About this task: Locate the string "حسینی" in the records below. Copy every line where it occurs.

Source material:
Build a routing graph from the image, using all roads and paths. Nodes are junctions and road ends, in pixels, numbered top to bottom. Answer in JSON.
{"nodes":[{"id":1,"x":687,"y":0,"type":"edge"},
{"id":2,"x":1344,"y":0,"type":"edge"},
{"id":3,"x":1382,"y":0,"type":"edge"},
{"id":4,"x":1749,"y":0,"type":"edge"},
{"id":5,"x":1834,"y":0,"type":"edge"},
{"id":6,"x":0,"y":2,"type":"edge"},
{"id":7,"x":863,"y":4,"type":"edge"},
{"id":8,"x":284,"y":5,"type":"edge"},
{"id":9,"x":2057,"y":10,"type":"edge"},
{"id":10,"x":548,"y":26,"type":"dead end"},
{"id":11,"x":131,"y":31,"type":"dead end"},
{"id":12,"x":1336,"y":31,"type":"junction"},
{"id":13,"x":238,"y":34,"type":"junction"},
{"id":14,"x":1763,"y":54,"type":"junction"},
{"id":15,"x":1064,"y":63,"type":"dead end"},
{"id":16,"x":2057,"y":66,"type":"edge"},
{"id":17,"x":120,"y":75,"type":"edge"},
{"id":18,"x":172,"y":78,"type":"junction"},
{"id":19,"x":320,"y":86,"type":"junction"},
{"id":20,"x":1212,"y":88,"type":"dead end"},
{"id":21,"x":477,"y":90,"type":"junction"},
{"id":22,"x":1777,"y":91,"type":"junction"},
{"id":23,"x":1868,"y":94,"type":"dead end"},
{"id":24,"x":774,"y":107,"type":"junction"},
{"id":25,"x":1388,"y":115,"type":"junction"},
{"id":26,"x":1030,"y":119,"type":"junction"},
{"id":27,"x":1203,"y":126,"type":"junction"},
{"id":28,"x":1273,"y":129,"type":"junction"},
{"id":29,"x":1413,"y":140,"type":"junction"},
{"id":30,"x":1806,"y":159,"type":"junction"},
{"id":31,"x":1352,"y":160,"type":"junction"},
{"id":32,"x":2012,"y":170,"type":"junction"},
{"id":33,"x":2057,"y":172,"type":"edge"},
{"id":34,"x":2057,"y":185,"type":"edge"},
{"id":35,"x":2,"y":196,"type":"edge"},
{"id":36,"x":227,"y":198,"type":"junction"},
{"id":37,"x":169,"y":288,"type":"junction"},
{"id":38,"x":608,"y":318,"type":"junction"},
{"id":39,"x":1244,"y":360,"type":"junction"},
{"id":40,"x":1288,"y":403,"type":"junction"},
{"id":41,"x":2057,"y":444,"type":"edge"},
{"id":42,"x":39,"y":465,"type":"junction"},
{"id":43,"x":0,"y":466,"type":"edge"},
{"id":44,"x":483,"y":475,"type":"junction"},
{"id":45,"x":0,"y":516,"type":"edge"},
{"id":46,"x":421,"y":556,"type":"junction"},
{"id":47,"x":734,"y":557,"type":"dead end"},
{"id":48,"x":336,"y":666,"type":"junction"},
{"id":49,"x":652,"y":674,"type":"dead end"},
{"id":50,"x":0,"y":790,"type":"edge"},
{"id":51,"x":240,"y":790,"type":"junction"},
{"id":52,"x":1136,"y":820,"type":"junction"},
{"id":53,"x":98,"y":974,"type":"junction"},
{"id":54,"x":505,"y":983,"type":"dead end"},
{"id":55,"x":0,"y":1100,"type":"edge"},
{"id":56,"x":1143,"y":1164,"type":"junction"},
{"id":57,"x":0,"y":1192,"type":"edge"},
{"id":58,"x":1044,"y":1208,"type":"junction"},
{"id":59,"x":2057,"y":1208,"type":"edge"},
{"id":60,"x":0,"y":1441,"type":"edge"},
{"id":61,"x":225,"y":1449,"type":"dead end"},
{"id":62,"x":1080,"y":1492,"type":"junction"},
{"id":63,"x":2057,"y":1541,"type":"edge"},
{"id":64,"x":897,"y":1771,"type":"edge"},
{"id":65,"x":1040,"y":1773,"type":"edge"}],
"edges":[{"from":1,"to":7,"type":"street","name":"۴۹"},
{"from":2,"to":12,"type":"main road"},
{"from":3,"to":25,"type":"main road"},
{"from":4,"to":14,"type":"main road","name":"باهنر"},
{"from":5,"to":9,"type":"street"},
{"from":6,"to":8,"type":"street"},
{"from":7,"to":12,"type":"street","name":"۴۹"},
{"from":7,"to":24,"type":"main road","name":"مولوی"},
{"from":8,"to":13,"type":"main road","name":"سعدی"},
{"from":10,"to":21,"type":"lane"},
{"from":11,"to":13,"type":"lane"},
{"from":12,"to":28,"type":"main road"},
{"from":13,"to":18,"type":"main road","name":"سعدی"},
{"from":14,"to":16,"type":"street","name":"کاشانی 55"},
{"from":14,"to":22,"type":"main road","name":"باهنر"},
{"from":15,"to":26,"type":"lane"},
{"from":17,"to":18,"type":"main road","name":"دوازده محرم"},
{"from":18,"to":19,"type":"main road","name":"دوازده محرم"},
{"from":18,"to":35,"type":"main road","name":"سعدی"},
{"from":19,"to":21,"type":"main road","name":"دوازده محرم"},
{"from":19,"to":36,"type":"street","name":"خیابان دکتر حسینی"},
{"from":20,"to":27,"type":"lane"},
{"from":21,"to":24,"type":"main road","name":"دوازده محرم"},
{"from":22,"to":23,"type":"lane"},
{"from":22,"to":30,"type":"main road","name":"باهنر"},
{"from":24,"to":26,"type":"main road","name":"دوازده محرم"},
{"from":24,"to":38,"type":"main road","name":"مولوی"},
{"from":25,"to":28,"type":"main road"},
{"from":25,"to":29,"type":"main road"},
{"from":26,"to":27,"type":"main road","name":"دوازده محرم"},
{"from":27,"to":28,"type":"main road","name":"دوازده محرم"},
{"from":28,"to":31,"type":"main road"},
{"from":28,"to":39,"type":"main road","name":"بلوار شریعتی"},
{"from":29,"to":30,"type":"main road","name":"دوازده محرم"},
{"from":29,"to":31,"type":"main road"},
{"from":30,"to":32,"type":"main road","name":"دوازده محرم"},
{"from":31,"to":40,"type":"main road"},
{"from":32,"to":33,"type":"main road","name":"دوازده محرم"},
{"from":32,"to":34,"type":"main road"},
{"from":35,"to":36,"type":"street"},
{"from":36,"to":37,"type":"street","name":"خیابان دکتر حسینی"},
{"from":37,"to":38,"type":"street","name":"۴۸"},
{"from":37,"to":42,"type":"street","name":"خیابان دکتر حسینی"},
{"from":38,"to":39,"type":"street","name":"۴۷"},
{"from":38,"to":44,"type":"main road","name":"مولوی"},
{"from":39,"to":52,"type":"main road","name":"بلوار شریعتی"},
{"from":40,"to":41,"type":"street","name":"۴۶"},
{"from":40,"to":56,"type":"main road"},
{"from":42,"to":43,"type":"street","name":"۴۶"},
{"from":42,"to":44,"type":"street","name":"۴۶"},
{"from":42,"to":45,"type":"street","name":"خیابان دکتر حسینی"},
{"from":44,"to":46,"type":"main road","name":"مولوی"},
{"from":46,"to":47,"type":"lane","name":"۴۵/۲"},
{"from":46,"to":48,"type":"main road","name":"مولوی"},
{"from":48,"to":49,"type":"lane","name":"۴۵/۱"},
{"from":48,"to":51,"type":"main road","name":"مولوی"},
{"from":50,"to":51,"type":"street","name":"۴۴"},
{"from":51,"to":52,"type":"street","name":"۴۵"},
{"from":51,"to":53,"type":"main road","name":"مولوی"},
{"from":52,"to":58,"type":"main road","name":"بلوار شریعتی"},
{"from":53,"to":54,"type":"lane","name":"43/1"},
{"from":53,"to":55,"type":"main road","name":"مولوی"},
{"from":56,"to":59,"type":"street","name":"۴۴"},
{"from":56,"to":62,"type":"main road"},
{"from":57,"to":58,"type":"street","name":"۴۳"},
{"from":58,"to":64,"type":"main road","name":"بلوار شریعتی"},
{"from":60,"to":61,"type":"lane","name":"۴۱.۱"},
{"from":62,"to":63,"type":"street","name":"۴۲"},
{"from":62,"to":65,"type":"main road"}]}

Response for this exercise:
{"from":19,"to":36,"type":"street","name":"خیابان دکتر حسینی"},
{"from":36,"to":37,"type":"street","name":"خیابان دکتر حسینی"},
{"from":37,"to":42,"type":"street","name":"خیابان دکتر حسینی"},
{"from":42,"to":45,"type":"street","name":"خیابان دکتر حسینی"},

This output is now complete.